Our explicit form of national government (The Republic) has only changed by the addition of the amendments to the Constitution after the first ten (original Bill of Rights). We have never had a national referendum on anything, so that argument is completely specious.

Let's see, amendments that would affect "democratization" of our republic:

13: Abolition of Slavery
14: Right of all citizens except felons to vote (Women weren't citizens)
15: Right of former slaves to vote
17: Senator's elected by popular vote in state, not by state legislature
19: Women's suffrage
22: Presidential term restricted to two
23: DC getting presidential elector(s)
24: Poll tax barred
26: Right to vote at age of 18

So these are the amendments which have changed the form of our original republic toward "democratization" over the last 220 odd years. Which ones do you feel are the most destructive? I think 19 and 24.

Them womens can take all our money for reproductive access and vote too. A near monopoly of power.

I also think that the 14th and 15th should be repealed and debt slavery included in the definition of slavery. This would disenfranchise at least 90% of current voters, put the Constitution more in line with current economic realities, and be a great step in reversing this invidious democratization of our republic.

VK said...

@ wee

"To get NH out of the way he is a certain person who tends, I feel to use mystification in order to confuse his audience."

:O

If there is obfuscation on my part, please do tell me where exactly.
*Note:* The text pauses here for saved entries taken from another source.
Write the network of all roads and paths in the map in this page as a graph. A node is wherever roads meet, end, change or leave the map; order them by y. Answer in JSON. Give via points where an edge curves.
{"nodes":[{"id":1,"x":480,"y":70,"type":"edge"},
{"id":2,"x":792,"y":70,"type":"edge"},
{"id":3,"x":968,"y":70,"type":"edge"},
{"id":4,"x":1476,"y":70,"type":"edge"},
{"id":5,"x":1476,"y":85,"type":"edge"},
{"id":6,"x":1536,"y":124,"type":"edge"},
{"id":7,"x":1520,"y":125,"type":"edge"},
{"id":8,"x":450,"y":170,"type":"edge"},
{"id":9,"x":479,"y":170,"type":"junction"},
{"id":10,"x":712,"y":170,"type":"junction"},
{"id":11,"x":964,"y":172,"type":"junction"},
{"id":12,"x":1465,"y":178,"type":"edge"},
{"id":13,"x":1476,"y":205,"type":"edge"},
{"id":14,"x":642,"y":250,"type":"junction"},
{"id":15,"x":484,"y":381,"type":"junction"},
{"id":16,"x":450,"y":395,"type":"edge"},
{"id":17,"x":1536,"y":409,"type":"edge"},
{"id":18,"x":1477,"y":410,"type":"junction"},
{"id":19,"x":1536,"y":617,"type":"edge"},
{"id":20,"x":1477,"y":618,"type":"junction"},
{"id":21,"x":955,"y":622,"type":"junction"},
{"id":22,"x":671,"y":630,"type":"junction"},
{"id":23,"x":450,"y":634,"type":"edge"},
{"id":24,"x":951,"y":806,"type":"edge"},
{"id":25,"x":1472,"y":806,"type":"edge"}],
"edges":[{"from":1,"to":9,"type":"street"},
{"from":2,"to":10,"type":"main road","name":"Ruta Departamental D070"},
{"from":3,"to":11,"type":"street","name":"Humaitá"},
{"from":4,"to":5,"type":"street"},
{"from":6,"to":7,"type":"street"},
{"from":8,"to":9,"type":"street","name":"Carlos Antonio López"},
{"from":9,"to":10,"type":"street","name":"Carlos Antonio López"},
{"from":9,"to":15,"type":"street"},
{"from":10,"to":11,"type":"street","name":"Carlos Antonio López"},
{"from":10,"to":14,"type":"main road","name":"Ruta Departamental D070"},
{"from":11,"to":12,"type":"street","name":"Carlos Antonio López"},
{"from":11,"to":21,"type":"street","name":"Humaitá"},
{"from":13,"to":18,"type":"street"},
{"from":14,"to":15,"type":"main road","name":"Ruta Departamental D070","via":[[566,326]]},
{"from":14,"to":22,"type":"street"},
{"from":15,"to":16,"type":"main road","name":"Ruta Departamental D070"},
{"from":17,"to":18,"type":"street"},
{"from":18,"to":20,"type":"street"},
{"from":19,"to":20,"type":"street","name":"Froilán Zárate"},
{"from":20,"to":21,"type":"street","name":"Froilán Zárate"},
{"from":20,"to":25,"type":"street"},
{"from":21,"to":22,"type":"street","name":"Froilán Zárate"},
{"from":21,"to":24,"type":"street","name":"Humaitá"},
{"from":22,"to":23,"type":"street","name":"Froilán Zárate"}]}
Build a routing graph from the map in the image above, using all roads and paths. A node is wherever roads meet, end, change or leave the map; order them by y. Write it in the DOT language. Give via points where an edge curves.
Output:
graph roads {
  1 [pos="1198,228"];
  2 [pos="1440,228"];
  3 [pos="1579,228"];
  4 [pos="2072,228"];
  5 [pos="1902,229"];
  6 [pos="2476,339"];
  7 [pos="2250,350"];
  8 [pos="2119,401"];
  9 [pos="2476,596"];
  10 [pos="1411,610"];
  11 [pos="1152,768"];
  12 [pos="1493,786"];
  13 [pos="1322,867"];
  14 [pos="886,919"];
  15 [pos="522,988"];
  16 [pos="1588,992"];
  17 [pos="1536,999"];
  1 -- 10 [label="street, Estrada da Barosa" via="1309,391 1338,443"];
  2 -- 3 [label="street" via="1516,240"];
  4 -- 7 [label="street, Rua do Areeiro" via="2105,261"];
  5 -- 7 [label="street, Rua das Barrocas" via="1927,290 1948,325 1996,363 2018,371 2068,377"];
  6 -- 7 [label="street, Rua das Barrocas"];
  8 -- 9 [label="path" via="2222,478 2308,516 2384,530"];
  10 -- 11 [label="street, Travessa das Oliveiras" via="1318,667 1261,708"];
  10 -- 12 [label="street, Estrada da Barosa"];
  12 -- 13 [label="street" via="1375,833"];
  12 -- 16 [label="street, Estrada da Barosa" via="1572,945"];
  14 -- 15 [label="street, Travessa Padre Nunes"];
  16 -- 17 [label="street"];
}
I strive to be as clear as I can. I use my comments on TAE to try and explain the world to my friends and family so input is welcome.

By hyperbolic discount function I mean this essentially - The human species values the present and immediate more then the future.

"selection reinforced our responses to immediate and clearly understood rewards or dangers. In fact, the further away in time the reward or danger was, the lower our response to it became, because its influence on our survival was correspondingly less" Paul Chefurka (who has his own site on peak oil etc)

I agree when you write this on an INDIVIDUAL level, "If only we did that close to the present moment, but we don't, most of our thinking involves long term plans or wishes, rarely do we come within a day of living 'now'."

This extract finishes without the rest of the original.